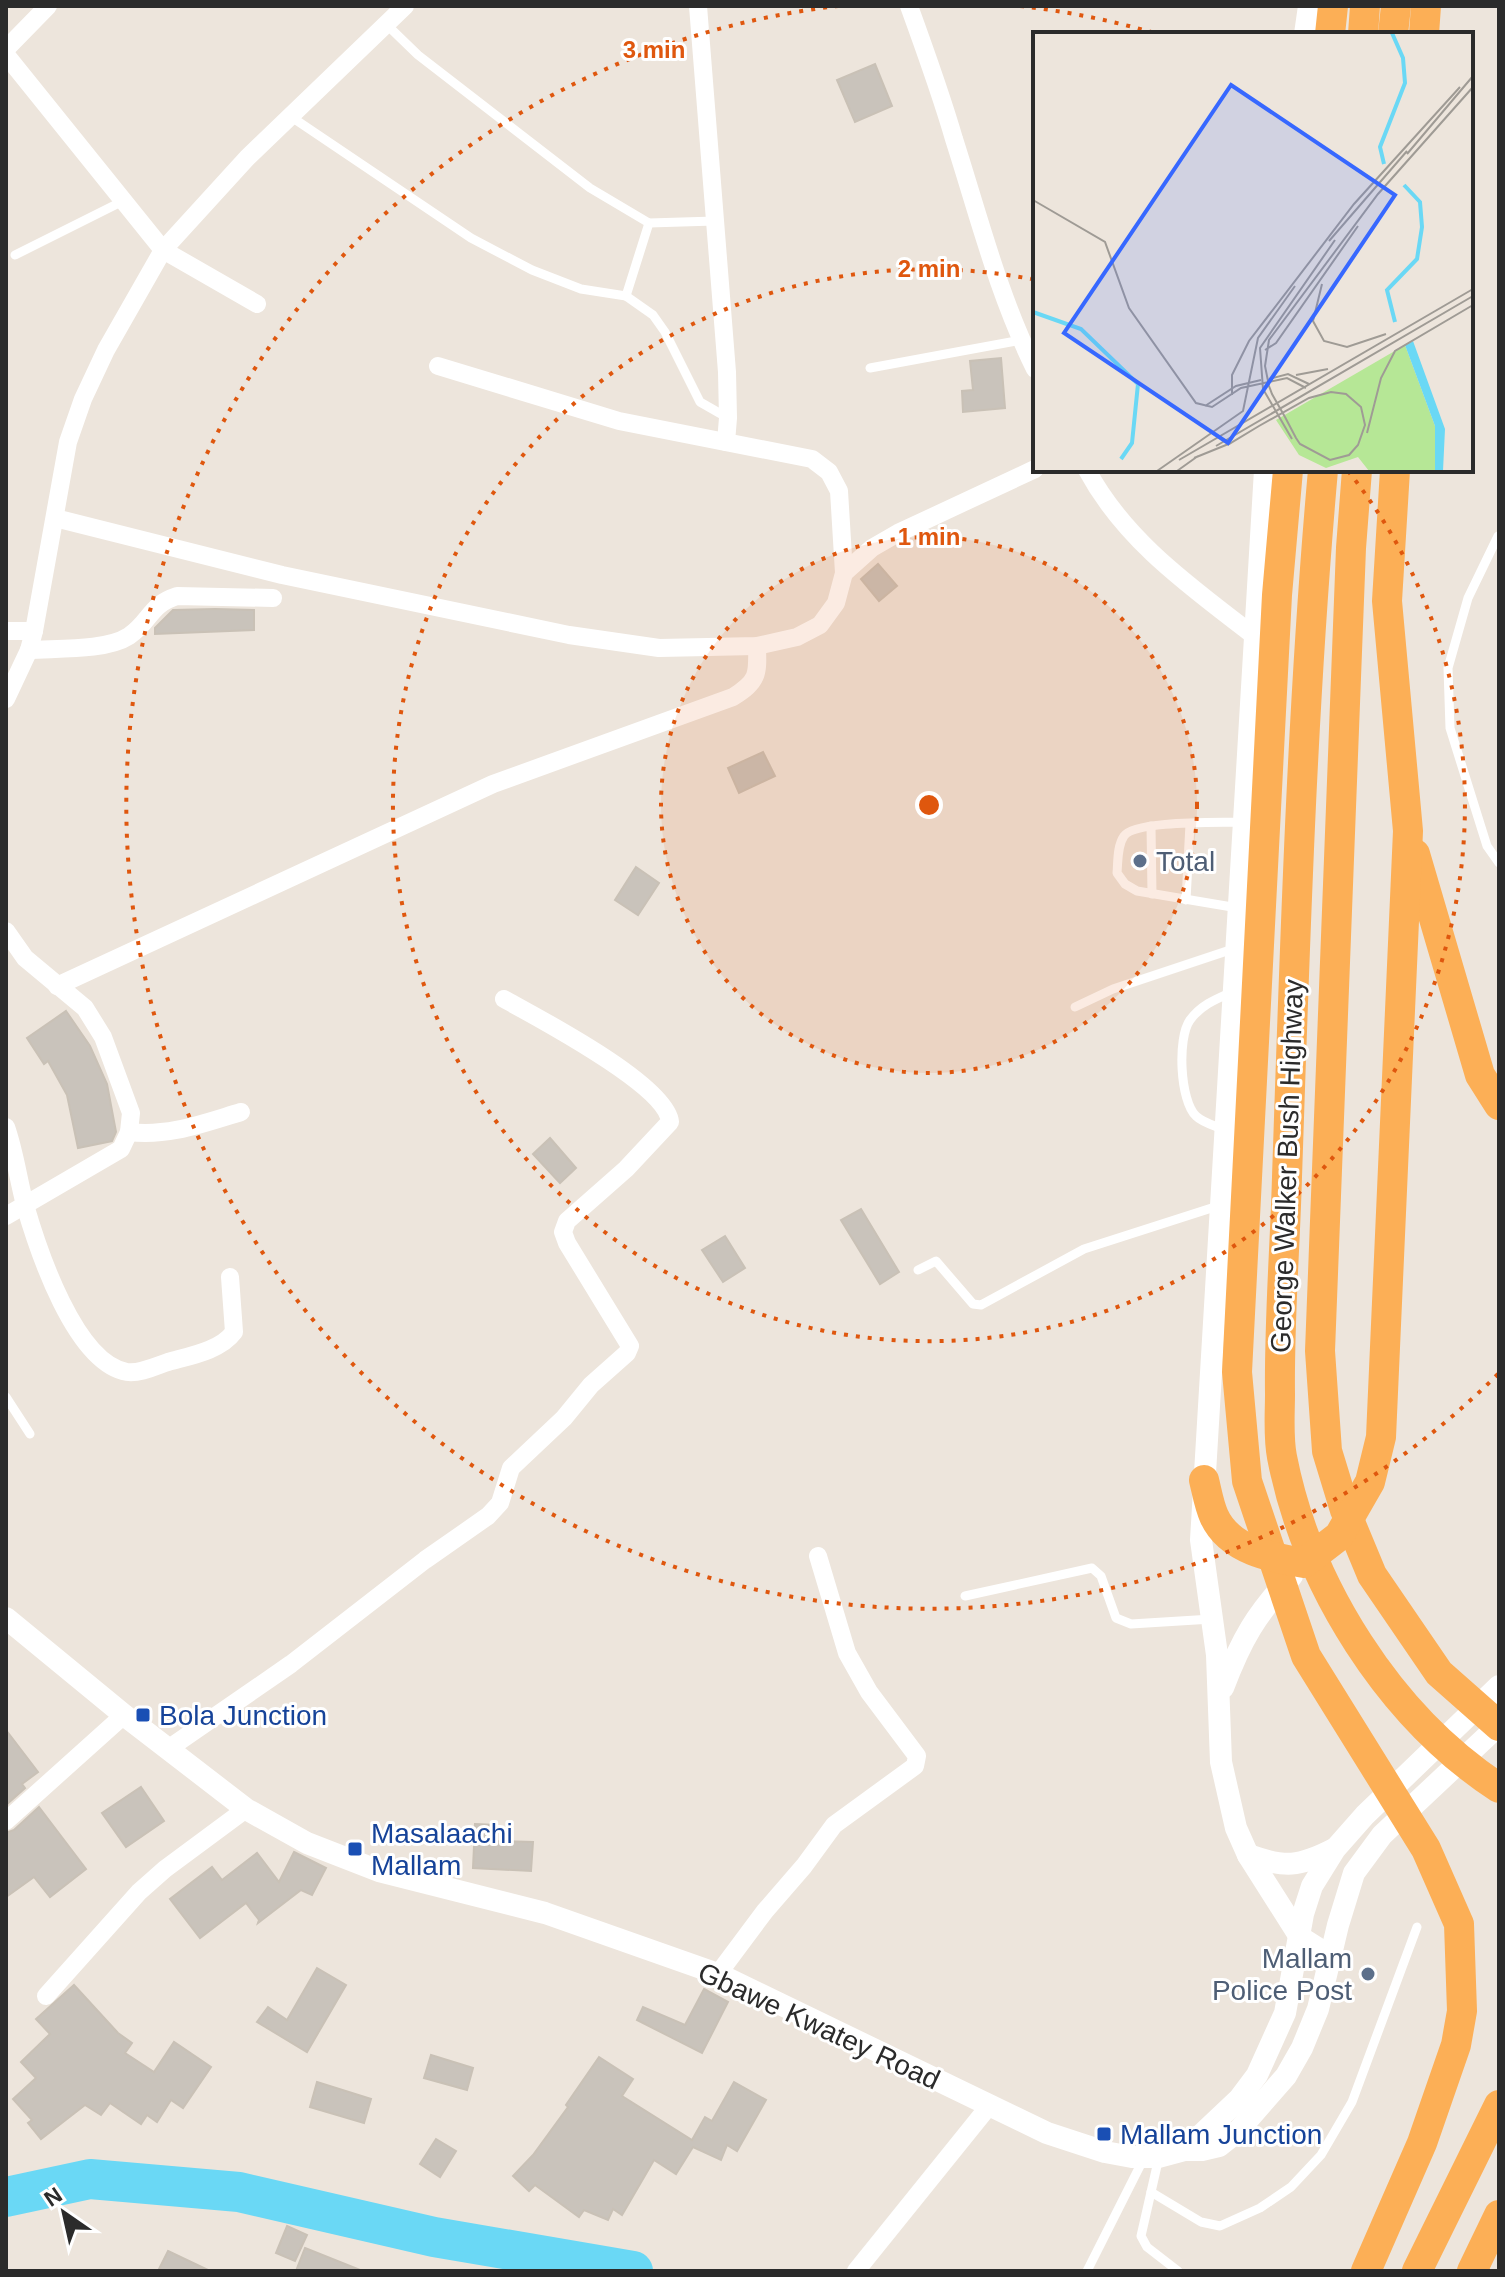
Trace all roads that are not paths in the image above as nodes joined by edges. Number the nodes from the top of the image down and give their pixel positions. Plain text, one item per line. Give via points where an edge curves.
1 (48, 6) edge
2 (405, 6) edge
3 (698, 6) edge
4 (909, 6) edge
5 (1309, 6) edge
6 (1333, 6) edge
7 (1365, 6) edge
8 (1396, 6) edge
9 (1426, 6) edge
10 (386, 24) junction
11 (1305, 32) edge
12 (1330, 32) edge
13 (1363, 32) edge
14 (1393, 32) edge
15 (1424, 32) edge
16 (6, 52) edge
17 (290, 116) junction
18 (123, 201) junction
19 (715, 221) junction
20 (649, 223) junction
21 (163, 250) junction
22 (15, 255) dead end
23 (626, 296) junction
24 (257, 304) dead end
25 (1021, 340) junction
26 (1033, 365) edge
27 (438, 366) dead end
28 (870, 368) dead end
29 (728, 418) junction
30 (726, 442) junction
31 (1033, 470) edge
32 (1088, 472) edge
33 (1265, 472) edge
34 (1288, 472) edge
35 (1323, 472) edge
36 (1357, 472) edge
37 (1395, 472) edge
38 (55, 518) junction
39 (1498, 536) edge
40 (844, 573) junction
41 (273, 598) dead end
42 (6, 631) edge
43 (34, 631) junction
44 (1253, 635) junction
45 (757, 646) junction
46 (29, 650) junction
47 (6, 699) edge
48 (1243, 822) junction
49 (1190, 824) junction
50 (1151, 826) junction
51 (1408, 831) junction
52 (1499, 863) edge
53 (1152, 894) junction
54 (1186, 900) junction
55 (1238, 908) junction
56 (6, 931) edge
57 (1236, 948) junction
58 (57, 986) junction
59 (1233, 991) junction
60 (504, 999) dead end
61 (1075, 1007) dead end
62 (1499, 1105) edge
63 (241, 1112) dead end
64 (6, 1127) edge
65 (1225, 1130) junction
66 (129, 1132) junction
67 (26, 1205) junction
68 (1221, 1205) junction
69 (6, 1216) edge
70 (918, 1270) dead end
71 (230, 1277) dead end
72 (6, 1397) edge
73 (30, 1434) dead end
74 (1204, 1480) junction
75 (818, 1556) dead end
76 (1304, 1563) junction
77 (965, 1596) dead end
78 (6, 1618) edge
79 (1212, 1619) junction
80 (1499, 1686) edge
81 (1219, 1701) junction
82 (124, 1715) junction
83 (1499, 1725) edge
84 (168, 1749) junction
85 (1499, 1788) edge
86 (246, 1809) junction
87 (6, 1821) edge
88 (1335, 1849) junction
89 (1248, 1855) junction
90 (1417, 1927) dead end
91 (1300, 1937) junction
92 (1330, 1956) junction
93 (718, 1974) junction
94 (46, 1996) dead end
95 (1499, 2105) edge
96 (989, 2106) junction
97 (1185, 2150) junction
98 (1152, 2157) junction
99 (1151, 2192) junction
100 (1499, 2215) edge
101 (856, 2271) edge
102 (1087, 2271) edge
103 (1178, 2271) edge
104 (1366, 2271) edge
105 (1417, 2271) edge
106 (1472, 2271) edge

1 - 16 street
2 - 10 street
3 - 19 street
4 - 25 street via 981,234
5 - 11 street
6 - 12 highway
7 - 13 highway
8 - 14 highway
9 - 15 highway
10 - 17 street
10 - 20 lane via 418,55 590,188
16 - 18 street
17 - 21 street
17 - 23 lane via 471,238 581,289
18 - 21 street
18 - 22 lane
19 - 20 lane
19 - 29 street
20 - 23 lane
21 - 24 street
21 - 38 street via 83,399 68,442
23 - 29 lane via 653,315 665,332 700,402
25 - 26 street
25 - 28 lane
27 - 30 street via 619,421
29 - 30 street
30 - 40 street via 812,459 829,472 839,491
31 - 40 street via 898,533
32 - 44 street via 1131,533
33 - 44 street
34 - 104 highway via 1237,1372 1247,1481 1306,1656 1426,1849 1442,1884 1459,1924 1463,1980 1456,2045 1422,2143
35 - 85 highway, George Walker Bush Highway via 1312,591 1279,1355 1281,1454 1309,1550 1378,1671 1430,1734
36 - 83 highway, George Walker Bush Highway via 1320,1351 1327,1451 1372,1575 1439,1673
37 - 51 highway via 1387,601
38 - 43 street
38 - 45 street via 282,575 569,635 659,648
39 - 52 lane via 1468,598 1448,668 1450,728 1487,846
40 - 45 street via 836,603 820,625 797,637
41 - 46 street via 177,596 163,601 128,637 110,644
42 - 43 street
43 - 46 street
44 - 48 street
45 - 58 street via 758,672 751,686 733,697 493,784
46 - 47 street
48 - 49 lane
48 - 55 street
49 - 50 lane
49 - 54 lane
50 - 53 lane
50 - 53 lane via 1122,837 1117,873 1125,884
51 - 62 highway via 1480,1075
51 - 76 highway via 1381,1437 1370,1482 1339,1536
53 - 54 lane
54 - 55 lane
55 - 57 street
56 - 58 street via 25,958
57 - 59 street
57 - 61 lane
58 - 66 street via 85,1008 103,1037 131,1113
59 - 65 street
59 - 65 lane via 1203,1005 1187,1023 1181,1059 1187,1104 1197,1117
60 - 84 street via 617,1067 658,1097 670,1114 670,1122 567,1221 563,1232 629,1340 627,1353 511,1468 500,1503 488,1516
63 - 66 street via 171,1132
64 - 67 street
65 - 68 street
66 - 67 street via 121,1149
67 - 69 street
67 - 71 street via 73,1325 111,1368 130,1373 229,1338 234,1332
68 - 70 lane via 1084,1249 981,1305 973,1304 936,1261
68 - 74 street
72 - 73 lane
74 - 76 highway via 1214,1517 1230,1540
74 - 79 street via 1201,1540
75 - 93 street via 847,1653 917,1756 915,1766 834,1825
76 - 81 street via 1251,1624
77 - 79 lane via 1092,1568 1101,1576 1122,1623
78 - 82 street, Gbawe Kwatey Road
79 - 81 street
80 - 88 street
81 - 89 street via 1224,1781
82 - 84 street, Gbawe Kwatey Road
82 - 87 street
83 - 92 street, Gbawe Kwatey Road via 1382,1835 1354,1873
84 - 86 street, Gbawe Kwatey Road
86 - 93 street, Gbawe Kwatey Road via 307,1843 379,1871 545,1913
86 - 94 street via 139,1892
88 - 89 street via 1295,1866
88 - 91 street via 1312,1886
89 - 91 street
90 - 99 lane via 1352,2102 1321,2155 1291,2187 1220,2226 1201,2222
91 - 92 street
91 - 97 street via 1285,2013 1257,2075
92 - 97 street, Gbawe Kwatey Road via 1318,2009 1286,2076 1254,2116 1219,2146
93 - 96 street, Gbawe Kwatey Road
95 - 105 highway
96 - 98 street, Gbawe Kwatey Road via 1090,2147
96 - 101 street
97 - 98 street, Gbawe Kwatey Road
98 - 99 lane
98 - 102 lane
99 - 103 lane via 1141,2236
100 - 106 highway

————

_To do_. Please find all lines of the entries that hold the string "Bush" and copy them.

_Answer section_.
35 - 85 highway, George Walker Bush Highway via 1312,591 1279,1355 1281,1454 1309,1550 1378,1671 1430,1734
36 - 83 highway, George Walker Bush Highway via 1320,1351 1327,1451 1372,1575 1439,1673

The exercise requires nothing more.